A further use of PPP exchange rates is to gain an idea of which

currencies are undervalued. India's and Indonesia's shares of the world

economy under PPP measurements, at 6.4% and 2.3% respectively, are

around double their shares when measured by market exchange rates.

(Both countries have experienced a significant depreciation of their

currencies against the US dollar since 2011, which will only have

widened the ratio). This suggests that prices for goods and services

that are not traded across borders are very cheap in India and

Indonesia, even compared with those in many low-income nations in

Africa. The price level for government expenditure in Indonesia was

particularly low compared with other GDP expenditure components at

PPP exchange rates, suggesting that government expenditure could be

a more effective way to reduce poverty, which remains endemic in the

country. By contrast, the price level for fixed capital formation in India

was high. This could reflect a number of factors, including problems

such as graft that raise the cost of investment.

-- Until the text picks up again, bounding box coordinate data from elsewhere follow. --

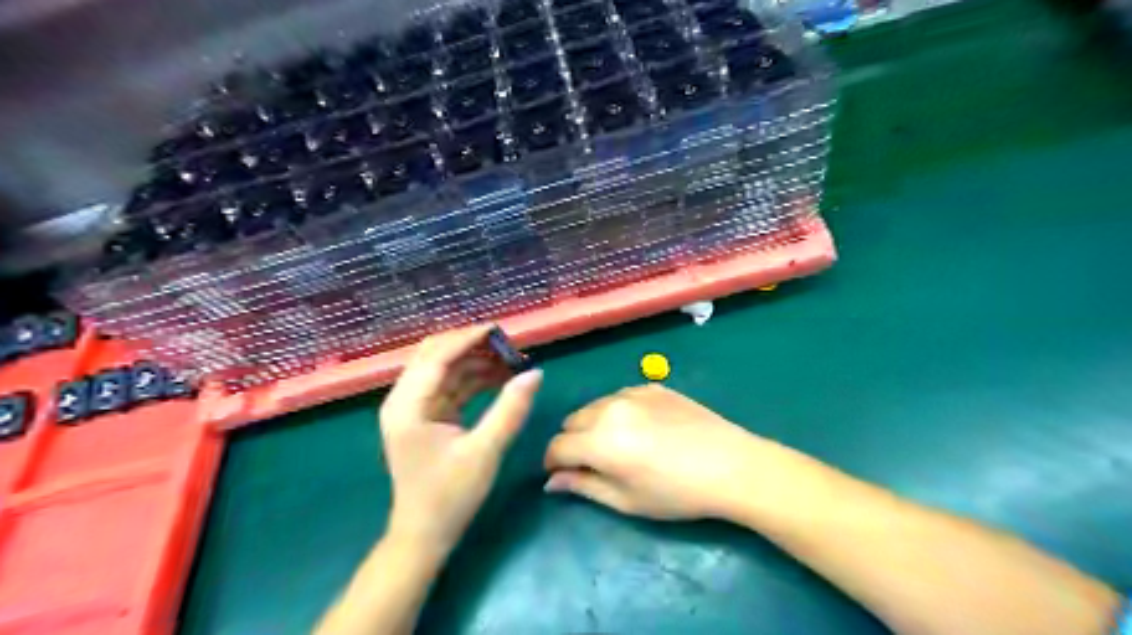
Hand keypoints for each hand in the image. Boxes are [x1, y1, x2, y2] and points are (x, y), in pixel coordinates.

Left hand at [376, 324, 539, 558]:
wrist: (425, 535)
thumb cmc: (450, 496)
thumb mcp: (485, 451)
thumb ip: (510, 410)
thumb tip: (535, 373)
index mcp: (408, 406)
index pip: (437, 356)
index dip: (469, 339)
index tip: (501, 331)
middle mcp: (405, 400)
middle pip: (436, 355)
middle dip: (471, 346)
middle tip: (507, 345)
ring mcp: (415, 408)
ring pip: (444, 369)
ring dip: (475, 361)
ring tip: (510, 360)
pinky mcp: (427, 416)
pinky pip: (451, 386)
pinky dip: (473, 379)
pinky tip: (499, 378)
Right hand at [543, 382, 774, 520]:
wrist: (730, 465)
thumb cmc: (676, 493)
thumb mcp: (626, 501)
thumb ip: (583, 486)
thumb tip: (551, 481)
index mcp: (600, 441)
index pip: (557, 446)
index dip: (552, 463)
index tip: (560, 475)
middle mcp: (609, 409)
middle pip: (571, 421)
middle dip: (572, 442)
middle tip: (593, 463)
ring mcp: (632, 393)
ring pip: (594, 406)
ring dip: (594, 425)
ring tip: (619, 445)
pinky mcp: (652, 386)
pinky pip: (621, 397)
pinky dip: (618, 412)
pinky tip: (642, 429)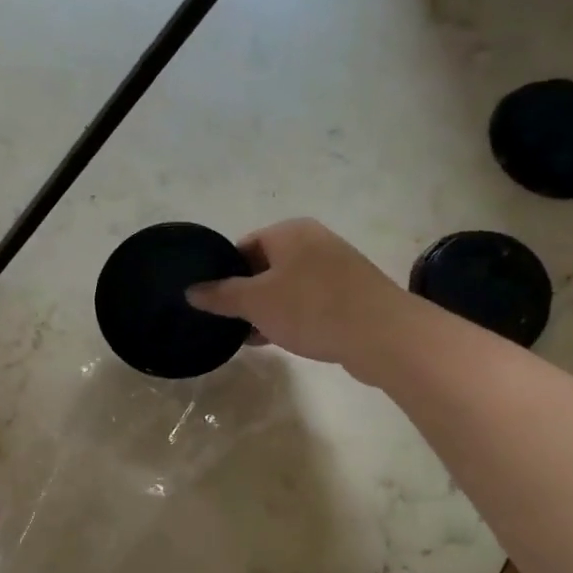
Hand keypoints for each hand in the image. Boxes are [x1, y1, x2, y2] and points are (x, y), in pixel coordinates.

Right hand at [185, 219, 407, 380]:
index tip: (214, 302)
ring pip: (288, 286)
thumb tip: (191, 290)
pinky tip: (283, 340)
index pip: (244, 246)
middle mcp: (314, 241)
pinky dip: (293, 317)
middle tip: (230, 323)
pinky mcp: (352, 294)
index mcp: (290, 232)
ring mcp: (337, 267)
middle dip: (246, 295)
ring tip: (252, 337)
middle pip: (266, 266)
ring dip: (269, 310)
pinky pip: (311, 301)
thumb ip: (220, 295)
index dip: (224, 273)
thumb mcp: (255, 302)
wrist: (381, 334)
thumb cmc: (311, 308)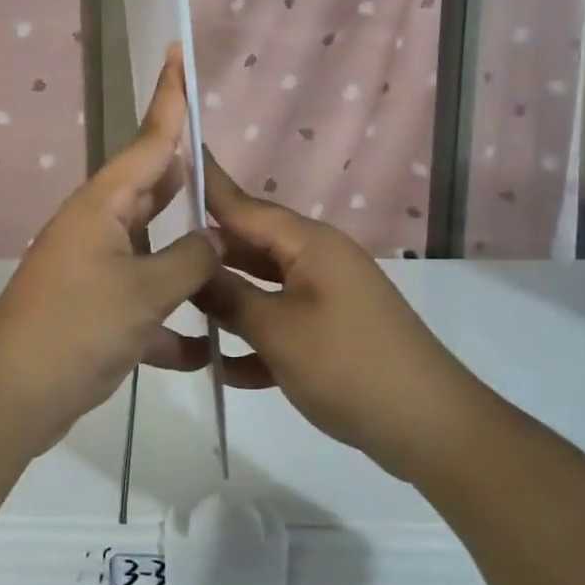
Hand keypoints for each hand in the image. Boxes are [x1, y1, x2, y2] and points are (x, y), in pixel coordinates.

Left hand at [0, 46, 219, 454]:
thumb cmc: (78, 328)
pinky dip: (169, 322)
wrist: (13, 397)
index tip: (178, 54)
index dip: (170, 98)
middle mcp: (97, 227)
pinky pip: (142, 302)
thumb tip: (214, 238)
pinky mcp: (94, 310)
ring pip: (152, 249)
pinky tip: (204, 351)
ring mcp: (93, 269)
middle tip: (224, 165)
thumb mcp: (146, 291)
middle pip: (152, 190)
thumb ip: (191, 258)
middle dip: (186, 179)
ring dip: (187, 259)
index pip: (149, 140)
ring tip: (231, 256)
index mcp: (104, 206)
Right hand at [196, 155, 469, 478]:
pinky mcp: (329, 332)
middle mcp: (316, 260)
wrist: (430, 428)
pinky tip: (221, 368)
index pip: (244, 205)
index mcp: (309, 244)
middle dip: (205, 255)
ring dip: (225, 302)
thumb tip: (191, 267)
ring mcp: (325, 297)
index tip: (171, 157)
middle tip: (154, 255)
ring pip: (261, 287)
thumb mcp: (277, 330)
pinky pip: (280, 323)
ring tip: (173, 309)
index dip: (207, 185)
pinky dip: (253, 340)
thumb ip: (228, 296)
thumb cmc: (348, 366)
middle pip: (249, 246)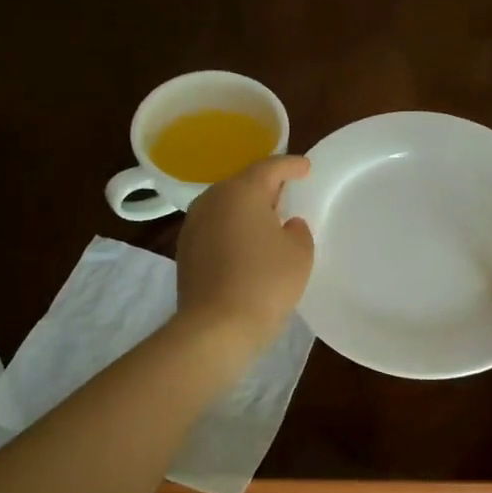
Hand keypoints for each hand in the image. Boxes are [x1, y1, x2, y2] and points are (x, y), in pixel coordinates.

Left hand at [175, 155, 314, 351]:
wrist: (216, 327)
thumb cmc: (265, 282)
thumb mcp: (299, 253)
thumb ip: (298, 230)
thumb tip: (286, 225)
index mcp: (241, 191)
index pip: (269, 167)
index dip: (290, 165)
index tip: (305, 168)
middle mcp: (212, 200)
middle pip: (243, 183)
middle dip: (266, 187)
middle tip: (287, 195)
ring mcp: (193, 225)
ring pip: (226, 206)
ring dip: (246, 209)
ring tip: (268, 221)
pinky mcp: (185, 251)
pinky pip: (215, 228)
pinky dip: (232, 229)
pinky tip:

Emerging markets come to dominate the global economy

The new PPP exchange rate data have many problems and can be

easily misconstrued. Nevertheless, whatever the merits of the figures,

they have again drawn attention to a secular trend that is evident

whether using PPP or market exchange rates. Emerging markets are

accounting for a growing share of global economic output, and Asia's

largest economies are leading the charge. Companies that wish to

succeed in this global environment will need to follow the money.